Let us know what you decide.

NickP
01-02-2014, 04:11 PM
Oh, one more possibility is polishing and staining/sealing. I think that's what they do to the floors in WalMart and Home Depot stores. However, when I look at the floors, I notice sand, not large aggregate in the concrete. Do they use a different type of concrete? Also, I think the colors of the stains are usually darker. I'd like a lighter-colored floor. But the polishing seems to last almost forever.

Investigate this: ArmorSeal® Rexthane™ I Moisture Cure Urethane

High-solids, single component, aliphatic, moisture-cure urethane, VOC-complying, moisture resistant industrial floor coating. This urethane coating cures to a high gloss and chemical resistant film equivalent to two-part urethane coatings.

http://www.sherwin-williams.com/architects-specifiers-designers/products/catalog/armorseal-rexthane-i-moisture-cure-urethane/?referringCategory=interior-paint-coatings/floor-coatings-interior/commercial-performance-floor-coatings-interior/

Most of the stuff in a Box Store just will not cut it.

Tile, with a substrate that stays in one piece will do well but will be pretty slick.
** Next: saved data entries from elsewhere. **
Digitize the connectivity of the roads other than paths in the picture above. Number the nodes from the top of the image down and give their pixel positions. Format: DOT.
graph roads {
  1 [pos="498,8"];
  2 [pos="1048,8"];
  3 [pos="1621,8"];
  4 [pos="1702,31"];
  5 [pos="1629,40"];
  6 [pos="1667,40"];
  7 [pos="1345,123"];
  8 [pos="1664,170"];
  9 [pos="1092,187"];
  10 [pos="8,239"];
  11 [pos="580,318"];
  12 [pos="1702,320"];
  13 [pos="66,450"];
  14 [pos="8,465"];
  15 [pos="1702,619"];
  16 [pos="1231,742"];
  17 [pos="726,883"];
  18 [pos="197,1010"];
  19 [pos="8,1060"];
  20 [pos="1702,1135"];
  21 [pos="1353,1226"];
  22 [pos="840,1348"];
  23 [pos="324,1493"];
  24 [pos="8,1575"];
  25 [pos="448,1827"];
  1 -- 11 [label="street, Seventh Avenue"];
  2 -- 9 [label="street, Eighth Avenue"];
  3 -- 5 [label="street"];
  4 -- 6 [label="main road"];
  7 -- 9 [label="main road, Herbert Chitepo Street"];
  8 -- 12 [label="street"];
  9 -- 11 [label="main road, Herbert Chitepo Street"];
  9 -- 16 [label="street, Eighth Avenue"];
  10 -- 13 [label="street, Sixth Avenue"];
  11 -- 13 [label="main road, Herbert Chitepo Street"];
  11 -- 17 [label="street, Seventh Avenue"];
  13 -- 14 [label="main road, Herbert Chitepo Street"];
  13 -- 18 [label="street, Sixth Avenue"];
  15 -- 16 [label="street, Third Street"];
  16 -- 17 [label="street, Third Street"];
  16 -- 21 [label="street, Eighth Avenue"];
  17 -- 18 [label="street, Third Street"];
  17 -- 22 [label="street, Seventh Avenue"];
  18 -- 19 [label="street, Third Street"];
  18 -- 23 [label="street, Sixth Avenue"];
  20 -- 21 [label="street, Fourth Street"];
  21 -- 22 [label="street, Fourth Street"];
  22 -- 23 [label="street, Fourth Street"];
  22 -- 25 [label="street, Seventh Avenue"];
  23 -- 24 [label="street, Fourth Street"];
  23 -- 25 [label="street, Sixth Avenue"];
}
Trouble is, most slabs crack.

Rick_L
01-02-2014, 04:35 PM
Sounds like POR-15 for floors (moisture cure).

chevynut
01-02-2014, 04:51 PM
I still haven't done my floor, and it's holding up moving my Nomad in and painting it. I talked to U-Coat at SEMA, and even got a 10% discount if I buy their product. I was told they use it in all the Nascar garages. I contacted U-Coat again this week to ask a few questions, and they gave me a reference about a half hour away, in a city building. I plan to go look at it. What bothers me is that it's a water-based epoxy covered by a polyurethane clear...kinda like BC/CC. The base is thin, and seems to only add color. It's about $.84 per square foot.

I have also been looking at Epoxy-coat which is 100% solids epoxy. You can use just the color coat (without chips), which has a gloss, or apply a clear coat over it. Both layers are glossy. Epoxy-coat costs about 50% more than U-coat. I called them this week also, and asked a few questions, and for local references, which they couldn't give me. I tried to get a better deal since I need to buy 2 1/2 or 3 kits from them, but they wouldn't budge on price.

I did some research online about both products, and saw that Roger1 used U-Coat in his shop and was not happy with it. I don't know for sure what the problem was, but he said it dulled in some places. I'd like to talk to him but don't know how to get ahold of him.

My GF thinks I should put color chips on the floor, to make it look nicer. It also supposedly provides some non-slip effect. I have been told that the non-slip they put into the clear tends to make the floor hard to sweep too.

So I don't know WTF to do. I can do the Epoxy-coat without the chips or clear for about the same price as the whole U-coat system. Money isn't the whole issue, I just want to make the right decision and not have problems and regrets after paying $1000-1500 for the coating. Epoxy-coat talks up the fact that their coating is much thicker, but I'm not sure that's a good thing unless you're trying to hide defects. My shop has been finished for months, and I can't even use it. :(

chevynut
01-02-2014, 05:06 PM
Investigate this: ArmorSeal® Rexthane™ I Moisture Cure Urethane



I don't see a price anywhere. It also looks like you need a primer, and a topcoat for any floor coating system they have. The literature shows 1000HS as a primer, but further down it's listed as a topcoat.....way confusing stuff. I have a S-W account, so maybe I need to go talk to them and get a price.